__TASK DATA__:
____________

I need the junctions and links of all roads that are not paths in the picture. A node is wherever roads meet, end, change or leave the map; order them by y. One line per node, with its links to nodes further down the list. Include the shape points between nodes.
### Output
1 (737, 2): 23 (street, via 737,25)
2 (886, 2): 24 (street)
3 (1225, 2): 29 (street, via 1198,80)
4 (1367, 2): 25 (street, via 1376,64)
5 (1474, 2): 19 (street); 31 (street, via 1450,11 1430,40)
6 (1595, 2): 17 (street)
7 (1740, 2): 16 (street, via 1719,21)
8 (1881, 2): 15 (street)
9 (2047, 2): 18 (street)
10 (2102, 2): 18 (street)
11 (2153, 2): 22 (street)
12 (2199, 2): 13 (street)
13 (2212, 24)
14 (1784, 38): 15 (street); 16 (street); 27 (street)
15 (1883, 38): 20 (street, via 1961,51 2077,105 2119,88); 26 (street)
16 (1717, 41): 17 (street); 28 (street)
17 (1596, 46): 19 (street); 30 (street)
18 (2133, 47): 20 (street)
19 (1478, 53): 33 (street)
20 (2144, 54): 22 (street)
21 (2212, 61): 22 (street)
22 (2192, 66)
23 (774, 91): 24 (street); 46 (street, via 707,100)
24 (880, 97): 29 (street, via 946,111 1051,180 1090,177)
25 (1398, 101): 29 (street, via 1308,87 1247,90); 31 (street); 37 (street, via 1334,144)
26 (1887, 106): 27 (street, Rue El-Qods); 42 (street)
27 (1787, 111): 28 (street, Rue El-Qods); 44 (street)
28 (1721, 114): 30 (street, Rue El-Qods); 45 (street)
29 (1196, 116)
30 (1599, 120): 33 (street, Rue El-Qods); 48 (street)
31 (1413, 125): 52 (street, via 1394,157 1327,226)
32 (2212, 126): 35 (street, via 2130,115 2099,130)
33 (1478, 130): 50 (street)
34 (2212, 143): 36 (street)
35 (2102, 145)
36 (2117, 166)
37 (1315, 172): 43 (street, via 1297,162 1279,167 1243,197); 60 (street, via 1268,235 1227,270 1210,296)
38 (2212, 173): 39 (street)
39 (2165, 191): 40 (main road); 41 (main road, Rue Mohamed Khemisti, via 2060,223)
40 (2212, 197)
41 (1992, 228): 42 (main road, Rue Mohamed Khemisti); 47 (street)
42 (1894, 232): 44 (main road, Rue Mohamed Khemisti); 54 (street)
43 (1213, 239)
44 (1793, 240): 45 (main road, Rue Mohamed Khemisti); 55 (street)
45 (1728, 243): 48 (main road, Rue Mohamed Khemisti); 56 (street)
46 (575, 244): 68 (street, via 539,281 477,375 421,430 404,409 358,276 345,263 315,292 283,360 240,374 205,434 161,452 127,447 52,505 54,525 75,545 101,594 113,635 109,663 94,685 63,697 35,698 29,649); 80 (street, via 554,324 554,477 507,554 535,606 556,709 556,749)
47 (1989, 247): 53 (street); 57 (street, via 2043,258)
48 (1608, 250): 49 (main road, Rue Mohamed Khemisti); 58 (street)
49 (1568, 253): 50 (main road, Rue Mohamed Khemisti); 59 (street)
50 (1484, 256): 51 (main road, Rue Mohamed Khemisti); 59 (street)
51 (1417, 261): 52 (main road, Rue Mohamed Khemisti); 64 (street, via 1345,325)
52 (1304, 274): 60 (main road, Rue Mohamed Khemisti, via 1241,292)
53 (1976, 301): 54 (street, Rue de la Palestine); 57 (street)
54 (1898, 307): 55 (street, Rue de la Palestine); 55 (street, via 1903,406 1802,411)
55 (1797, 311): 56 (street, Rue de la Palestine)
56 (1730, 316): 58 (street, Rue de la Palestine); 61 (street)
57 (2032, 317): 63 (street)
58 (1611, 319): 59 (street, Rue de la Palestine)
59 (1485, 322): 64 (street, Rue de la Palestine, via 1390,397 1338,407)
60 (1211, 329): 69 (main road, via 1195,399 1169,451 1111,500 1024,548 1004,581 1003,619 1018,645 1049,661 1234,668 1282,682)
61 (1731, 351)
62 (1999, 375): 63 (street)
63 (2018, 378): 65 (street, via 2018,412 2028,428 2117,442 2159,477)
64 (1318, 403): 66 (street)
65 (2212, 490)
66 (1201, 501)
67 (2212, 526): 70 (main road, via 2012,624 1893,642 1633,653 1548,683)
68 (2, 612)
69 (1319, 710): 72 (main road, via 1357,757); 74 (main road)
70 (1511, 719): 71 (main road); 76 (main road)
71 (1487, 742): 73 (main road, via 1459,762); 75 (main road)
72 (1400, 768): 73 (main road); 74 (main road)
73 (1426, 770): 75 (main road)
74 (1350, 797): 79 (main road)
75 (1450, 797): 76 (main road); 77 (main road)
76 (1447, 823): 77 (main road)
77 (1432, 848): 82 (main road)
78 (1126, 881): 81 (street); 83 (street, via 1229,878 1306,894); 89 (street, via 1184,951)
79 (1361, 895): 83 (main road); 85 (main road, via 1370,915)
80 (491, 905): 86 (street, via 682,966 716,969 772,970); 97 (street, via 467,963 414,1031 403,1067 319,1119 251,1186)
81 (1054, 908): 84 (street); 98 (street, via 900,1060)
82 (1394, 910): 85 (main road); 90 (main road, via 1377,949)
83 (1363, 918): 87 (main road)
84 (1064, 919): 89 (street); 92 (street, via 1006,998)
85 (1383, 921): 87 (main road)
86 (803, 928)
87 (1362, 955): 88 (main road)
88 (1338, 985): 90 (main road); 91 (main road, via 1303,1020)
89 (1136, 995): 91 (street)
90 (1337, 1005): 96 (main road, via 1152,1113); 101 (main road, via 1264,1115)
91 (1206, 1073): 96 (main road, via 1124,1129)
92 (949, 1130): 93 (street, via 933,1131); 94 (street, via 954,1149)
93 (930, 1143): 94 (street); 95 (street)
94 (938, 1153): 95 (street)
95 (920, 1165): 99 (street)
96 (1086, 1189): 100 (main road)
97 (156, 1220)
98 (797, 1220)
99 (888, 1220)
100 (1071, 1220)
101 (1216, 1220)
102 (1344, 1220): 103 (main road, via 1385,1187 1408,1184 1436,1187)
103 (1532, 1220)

____________

__YOUR OBJECTIVE__: Transcribe the entries exactly, and make each line match the original.

__EXPECTED ANSWER__:
I need the junctions and links of all roads that are not paths in the picture. A node is wherever roads meet, end, change or leave the map; order them by y. One line per node, with its links to nodes further down the list. Include the shape points between nodes.
### Output
1 (737, 2): 23 (street, via 737,25)
2 (886, 2): 24 (street)
3 (1225, 2): 29 (street, via 1198,80)
4 (1367, 2): 25 (street, via 1376,64)
5 (1474, 2): 19 (street); 31 (street, via 1450,11 1430,40)
6 (1595, 2): 17 (street)
7 (1740, 2): 16 (street, via 1719,21)
8 (1881, 2): 15 (street)
9 (2047, 2): 18 (street)
10 (2102, 2): 18 (street)
11 (2153, 2): 22 (street)
12 (2199, 2): 13 (street)
13 (2212, 24)
14 (1784, 38): 15 (street); 16 (street); 27 (street)
15 (1883, 38): 20 (street, via 1961,51 2077,105 2119,88); 26 (street)
16 (1717, 41): 17 (street); 28 (street)
17 (1596, 46): 19 (street); 30 (street)
18 (2133, 47): 20 (street)
19 (1478, 53): 33 (street)
20 (2144, 54): 22 (street)
21 (2212, 61): 22 (street)
22 (2192, 66)
23 (774, 91): 24 (street); 46 (street, via 707,100)
24 (880, 97): 29 (street, via 946,111 1051,180 1090,177)
25 (1398, 101): 29 (street, via 1308,87 1247,90); 31 (street); 37 (street, via 1334,144)
26 (1887, 106): 27 (street, Rue El-Qods); 42 (street)
27 (1787, 111): 28 (street, Rue El-Qods); 44 (street)
28 (1721, 114): 30 (street, Rue El-Qods); 45 (street)
29 (1196, 116)
30 (1599, 120): 33 (street, Rue El-Qods); 48 (street)
31 (1413, 125): 52 (street, via 1394,157 1327,226)
32 (2212, 126): 35 (street, via 2130,115 2099,130)
33 (1478, 130): 50 (street)
34 (2212, 143): 36 (street)
35 (2102, 145)
36 (2117, 166)
37 (1315, 172): 43 (street, via 1297,162 1279,167 1243,197); 60 (street, via 1268,235 1227,270 1210,296)
38 (2212, 173): 39 (street)
39 (2165, 191): 40 (main road); 41 (main road, Rue Mohamed Khemisti, via 2060,223)
40 (2212, 197)
41 (1992, 228): 42 (main road, Rue Mohamed Khemisti); 47 (street)
42 (1894, 232): 44 (main road, Rue Mohamed Khemisti); 54 (street)
43 (1213, 239)
44 (1793, 240): 45 (main road, Rue Mohamed Khemisti); 55 (street)
45 (1728, 243): 48 (main road, Rue Mohamed Khemisti); 56 (street)
46 (575, 244): 68 (street, via 539,281 477,375 421,430 404,409 358,276 345,263 315,292 283,360 240,374 205,434 161,452 127,447 52,505 54,525 75,545 101,594 113,635 109,663 94,685 63,697 35,698 29,649); 80 (street, via 554,324 554,477 507,554 535,606 556,709 556,749)
47 (1989, 247): 53 (street); 57 (street, via 2043,258)
48 (1608, 250): 49 (main road, Rue Mohamed Khemisti); 58 (street)
49 (1568, 253): 50 (main road, Rue Mohamed Khemisti); 59 (street)
50 (1484, 256): 51 (main road, Rue Mohamed Khemisti); 59 (street)
51 (1417, 261): 52 (main road, Rue Mohamed Khemisti); 64 (street, via 1345,325)
52 (1304, 274): 60 (main road, Rue Mohamed Khemisti, via 1241,292)
53 (1976, 301): 54 (street, Rue de la Palestine); 57 (street)
54 (1898, 307): 55 (street, Rue de la Palestine); 55 (street, via 1903,406 1802,411)
55 (1797, 311): 56 (street, Rue de la Palestine)
56 (1730, 316): 58 (street, Rue de la Palestine); 61 (street)
57 (2032, 317): 63 (street)
58 (1611, 319): 59 (street, Rue de la Palestine)
59 (1485, 322): 64 (street, Rue de la Palestine, via 1390,397 1338,407)
60 (1211, 329): 69 (main road, via 1195,399 1169,451 1111,500 1024,548 1004,581 1003,619 1018,645 1049,661 1234,668 1282,682)
61 (1731, 351)
62 (1999, 375): 63 (street)
63 (2018, 378): 65 (street, via 2018,412 2028,428 2117,442 2159,477)
64 (1318, 403): 66 (street)
65 (2212, 490)
66 (1201, 501)
67 (2212, 526): 70 (main road, via 2012,624 1893,642 1633,653 1548,683)
68 (2, 612)
69 (1319, 710): 72 (main road, via 1357,757); 74 (main road)
70 (1511, 719): 71 (main road); 76 (main road)
71 (1487, 742): 73 (main road, via 1459,762); 75 (main road)
72 (1400, 768): 73 (main road); 74 (main road)
73 (1426, 770): 75 (main road)
74 (1350, 797): 79 (main road)
75 (1450, 797): 76 (main road); 77 (main road)
76 (1447, 823): 77 (main road)
77 (1432, 848): 82 (main road)
78 (1126, 881): 81 (street); 83 (street, via 1229,878 1306,894); 89 (street, via 1184,951)
79 (1361, 895): 83 (main road); 85 (main road, via 1370,915)
80 (491, 905): 86 (street, via 682,966 716,969 772,970); 97 (street, via 467,963 414,1031 403,1067 319,1119 251,1186)
81 (1054, 908): 84 (street); 98 (street, via 900,1060)
82 (1394, 910): 85 (main road); 90 (main road, via 1377,949)
83 (1363, 918): 87 (main road)
84 (1064, 919): 89 (street); 92 (street, via 1006,998)
85 (1383, 921): 87 (main road)
86 (803, 928)
87 (1362, 955): 88 (main road)
88 (1338, 985): 90 (main road); 91 (main road, via 1303,1020)
89 (1136, 995): 91 (street)
90 (1337, 1005): 96 (main road, via 1152,1113); 101 (main road, via 1264,1115)
91 (1206, 1073): 96 (main road, via 1124,1129)
92 (949, 1130): 93 (street, via 933,1131); 94 (street, via 954,1149)
93 (930, 1143): 94 (street); 95 (street)
94 (938, 1153): 95 (street)
95 (920, 1165): 99 (street)
96 (1086, 1189): 100 (main road)
97 (156, 1220)
98 (797, 1220)
99 (888, 1220)
100 (1071, 1220)
101 (1216, 1220)
102 (1344, 1220): 103 (main road, via 1385,1187 1408,1184 1436,1187)
103 (1532, 1220)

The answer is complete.